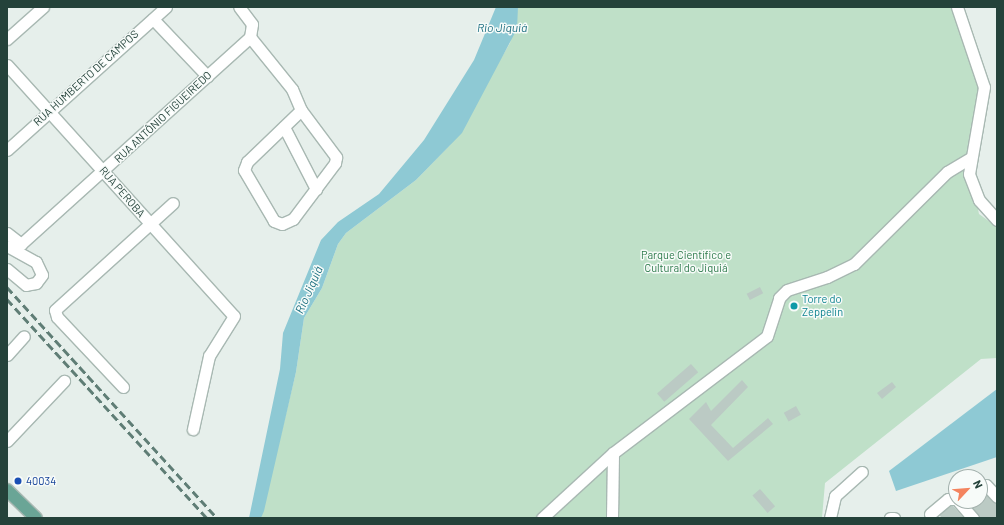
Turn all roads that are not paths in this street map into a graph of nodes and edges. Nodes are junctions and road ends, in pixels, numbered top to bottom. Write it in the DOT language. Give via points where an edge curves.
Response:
graph roads {
  1 [pos="43,7"];
  2 [pos="166,7"];
  3 [pos="239,7"];
  4 [pos="957,7"];
  5 [pos="153,19"];
  6 [pos="250,37"];
  7 [pos="7,39"];
  8 [pos="7,65"];
  9 [pos="207,76"];
  10 [pos="49,110"];
  11 [pos="301,110"];
  12 [pos="284,128"];
  13 [pos="7,150"];
  14 [pos="969,158"];
  15 [pos="104,171"];
  16 [pos="316,188"];
  17 [pos="173,203"];
  18 [pos="997,220"];
  19 [pos="149,222"];
  20 [pos="7,233"];
  21 [pos="7,246"];
  22 [pos="7,269"];
  23 [pos="24,336"];
  24 [pos="7,354"];
  25 [pos="64,382"];
  26 [pos="123,387"];
  27 [pos="193,429"];
  28 [pos="7,441"];
  29 [pos="613,453"];
  30 [pos="862,472"];
  31 [pos="988,489"];
  32 [pos="7,490"];
  33 [pos="997,497"];
  34 [pos="948,499"];
  35 [pos="966,509"];
  36 [pos="930,517"];
  37 [pos="36,518"];
  38 [pos="542,518"];
  39 [pos="612,518"];
  40 [pos="830,518"];
  41 [pos="890,518"];
  42 [pos="894,518"];
  43 [pos="973,518"];
  1 -- 7 [label="street"];
  2 -- 5 [label="street, RUA HUMBERTO DE CAMPOS"];
  3 -- 6 [label="street" via="252,24"];
  4 -- 14 [label="street" via="982,79 984,102"];
  5 -- 9 [label="street"];
  5 -- 10 [label="street, RUA HUMBERTO DE CAMPOS"];
  6 -- 9 [label="street, RUA ANTÔNIO FIGUEIREDO"];
  6 -- 11 [label="street" via="292,89"];
  8 -- 10 [label="street, RUA PEROBA"];
  9 -- 15 [label="street, RUA ANTÔNIO FIGUEIREDO"];
  10 -- 13 [label="street, RUA HUMBERTO DE CAMPOS"];
  10 -- 15 [label="street, RUA PEROBA"];
  11 -- 12 [label="street"];
  11 -- 16 [label="street" via="336,157"];
  12 -- 16 [label="street"];
  12 -- 16 [label="street" via="247,162 246,178 274,221 282,224 293,219"];
  14 -- 18 [label="street" via="976,192"];
  14 -- 29 [label="street" via="947,172 854,264 827,277 787,290 779,298 767,336"];
  15 -- 19 [label="street, RUA PEROBA"];
  15 -- 20 [label="street, RUA ANTÔNIO FIGUEIREDO" via="21,244"];
  17 -- 19 [label="street"];
  19 -- 26 [label="street" via="56,309 57,317"];
  19 -- 27 [label="street, RUA PEROBA" via="229,308 234,320 209,356"];
  21 -- 22 [label="street" via="40,265 42,275 36,282 26,285"];
  23 -- 24 [label="street"];
  25 -- 28 [label="street"];
  29 -- 38 [label="street"];
  29 -- 39 [label="street"];
  30 -- 40 [label="street" via="835,496"];
  31 -- 33 [label="street"];
  32 -- 37 [label="main road"];
  34 -- 36 [label="street"];
  35 -- 43 [label="street"];
  41 -- 42 [label="street"];
}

......

Output the entries above exactly. Do not include the pictures.

Turn all roads that are not paths in this street map into a graph of nodes and edges. Nodes are junctions and road ends, in pixels, numbered top to bottom. Write it in the DOT language. Give via points where an edge curves.
Response:
graph roads {
  1 [pos="43,7"];
  2 [pos="166,7"];
  3 [pos="239,7"];
  4 [pos="957,7"];
  5 [pos="153,19"];
  6 [pos="250,37"];
  7 [pos="7,39"];
  8 [pos="7,65"];
  9 [pos="207,76"];
  10 [pos="49,110"];
  11 [pos="301,110"];
  12 [pos="284,128"];
  13 [pos="7,150"];
  14 [pos="969,158"];
  15 [pos="104,171"];
  16 [pos="316,188"];
  17 [pos="173,203"];
  18 [pos="997,220"];
  19 [pos="149,222"];
  20 [pos="7,233"];
  21 [pos="7,246"];
  22 [pos="7,269"];
  23 [pos="24,336"];
  24 [pos="7,354"];
  25 [pos="64,382"];
  26 [pos="123,387"];
  27 [pos="193,429"];
  28 [pos="7,441"];
  29 [pos="613,453"];
  30 [pos="862,472"];
  31 [pos="988,489"];
  32 [pos="7,490"];
  33 [pos="997,497"];
  34 [pos="948,499"];
  35 [pos="966,509"];
  36 [pos="930,517"];
  37 [pos="36,518"];
  38 [pos="542,518"];
  39 [pos="612,518"];
  40 [pos="830,518"];
  41 [pos="890,518"];
  42 [pos="894,518"];
  43 [pos="973,518"];
  1 -- 7 [label="street"];
  2 -- 5 [label="street, RUA HUMBERTO DE CAMPOS"];
  3 -- 6 [label="street" via="252,24"];
  4 -- 14 [label="street" via="982,79 984,102"];
  5 -- 9 [label="street"];
  5 -- 10 [label="street, RUA HUMBERTO DE CAMPOS"];
  6 -- 9 [label="street, RUA ANTÔNIO FIGUEIREDO"];
  6 -- 11 [label="street" via="292,89"];
  8 -- 10 [label="street, RUA PEROBA"];
  9 -- 15 [label="street, RUA ANTÔNIO FIGUEIREDO"];
  10 -- 13 [label="street, RUA HUMBERTO DE CAMPOS"];
  10 -- 15 [label="street, RUA PEROBA"];
  11 -- 12 [label="street"];
  11 -- 16 [label="street" via="336,157"];
  12 -- 16 [label="street"];
  12 -- 16 [label="street" via="247,162 246,178 274,221 282,224 293,219"];
  14 -- 18 [label="street" via="976,192"];
  14 -- 29 [label="street" via="947,172 854,264 827,277 787,290 779,298 767,336"];
  15 -- 19 [label="street, RUA PEROBA"];
  15 -- 20 [label="street, RUA ANTÔNIO FIGUEIREDO" via="21,244"];
  17 -- 19 [label="street"];
  19 -- 26 [label="street" via="56,309 57,317"];
  19 -- 27 [label="street, RUA PEROBA" via="229,308 234,320 209,356"];
  21 -- 22 [label="street" via="40,265 42,275 36,282 26,285"];
  23 -- 24 [label="street"];
  25 -- 28 [label="street"];
  29 -- 38 [label="street"];
  29 -- 39 [label="street"];
  30 -- 40 [label="street" via="835,496"];
  31 -- 33 [label="street"];
  32 -- 37 [label="main road"];
  34 -- 36 [label="street"];
  35 -- 43 [label="street"];
  41 -- 42 [label="street"];
}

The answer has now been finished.